Secondly, the critics are crying foul over the possible “restrictions on freedom of expression and assembly” under this proposed law. But what restrictions are they talking about when under this law there is an effort to balance the exercise of that right with those provided for under the Constitution and other existing laws. The only restrictions ensue as follows: “a) when necessary to safeguard national security, public order, public health or morals or respect for the rights of others; b) should be proportionate using the least intrusive means available and c) limited to speech presenting a ‘clear and present danger’ to one of such interests.” These safeguards follow internationally accepted standards of conduct.

In fact, the suggested proportionate means by which that balancing should ensue are enrolled in the bill as it provides for an advisory (council) act to declare one as a terrorist and even the preventive detention action is reviewable by the Court of Appeals. There are no such safeguards under the more stringent Internal Security Act (ISA) of Singapore and even under the reformed Malaysian ISA.
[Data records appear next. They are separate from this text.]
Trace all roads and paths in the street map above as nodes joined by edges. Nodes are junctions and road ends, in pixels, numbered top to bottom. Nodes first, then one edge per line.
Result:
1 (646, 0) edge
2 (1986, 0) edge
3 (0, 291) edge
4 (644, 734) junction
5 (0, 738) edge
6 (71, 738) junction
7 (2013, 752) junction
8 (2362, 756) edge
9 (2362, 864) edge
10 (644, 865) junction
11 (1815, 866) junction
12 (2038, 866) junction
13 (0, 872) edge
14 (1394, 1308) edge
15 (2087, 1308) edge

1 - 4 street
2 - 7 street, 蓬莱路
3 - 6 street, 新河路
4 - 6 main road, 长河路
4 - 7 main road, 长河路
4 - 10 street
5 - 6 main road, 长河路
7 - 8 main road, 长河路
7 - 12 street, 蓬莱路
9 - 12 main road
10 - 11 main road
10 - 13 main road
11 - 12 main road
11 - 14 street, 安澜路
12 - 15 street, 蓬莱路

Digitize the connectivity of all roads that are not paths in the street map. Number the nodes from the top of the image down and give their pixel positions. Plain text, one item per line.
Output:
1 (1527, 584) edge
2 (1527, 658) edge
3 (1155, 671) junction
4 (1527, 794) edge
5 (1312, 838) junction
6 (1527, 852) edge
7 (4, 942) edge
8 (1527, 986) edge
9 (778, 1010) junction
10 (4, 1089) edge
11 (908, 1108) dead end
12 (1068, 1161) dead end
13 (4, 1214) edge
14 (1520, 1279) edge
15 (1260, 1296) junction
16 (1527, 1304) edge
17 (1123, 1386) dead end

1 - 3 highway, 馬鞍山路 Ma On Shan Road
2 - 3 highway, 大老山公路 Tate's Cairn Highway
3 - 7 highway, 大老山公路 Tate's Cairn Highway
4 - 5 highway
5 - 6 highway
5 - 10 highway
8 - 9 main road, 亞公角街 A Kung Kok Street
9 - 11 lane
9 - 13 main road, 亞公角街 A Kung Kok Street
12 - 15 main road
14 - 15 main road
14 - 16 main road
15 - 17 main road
Finally, the repeated incendiary argument is about warrantless arrests and the period of detention. We have to make clear that there are already a number of laws regarding such kind of arrests which the critics should study to avoid confusing themselves and misinforming the public. There are clear instances when such can be undertaken and the new law incorporates the same.

Now, as far as detention is concerned, the new law calls for detention without charges against terrorists for a period of 14 days extendable for another ten days. This is a far cry from those of other countries like Singapore and Malaysia which call for detention without charges for two years, extendable for another two. As Justice Azcuna noted “..it is a balancing act and should be resorted to in extreme cases and never against non-derogable human rights such as right to life and the right against torture..”

Of course, the critics will now say this is prone to abuse. They will ask: How can we trust the security forces? Well, as we have always been saying, all laws are prone to abuse if the citizenry is not vigilant and let the abusers go their merry ways. There are more ways than one to restrain if not completely do away with such abuses. A vigilant citizenry and a trained and responsibly motivated security force will be the principal antidotes to any abuses. And, of course, we have to strengthen our institutions of governance especially the Judiciary to serve as the beacon of freedom and the counterweight to any forms of derogation, neglect or incompetence on the part of the two other branches of government.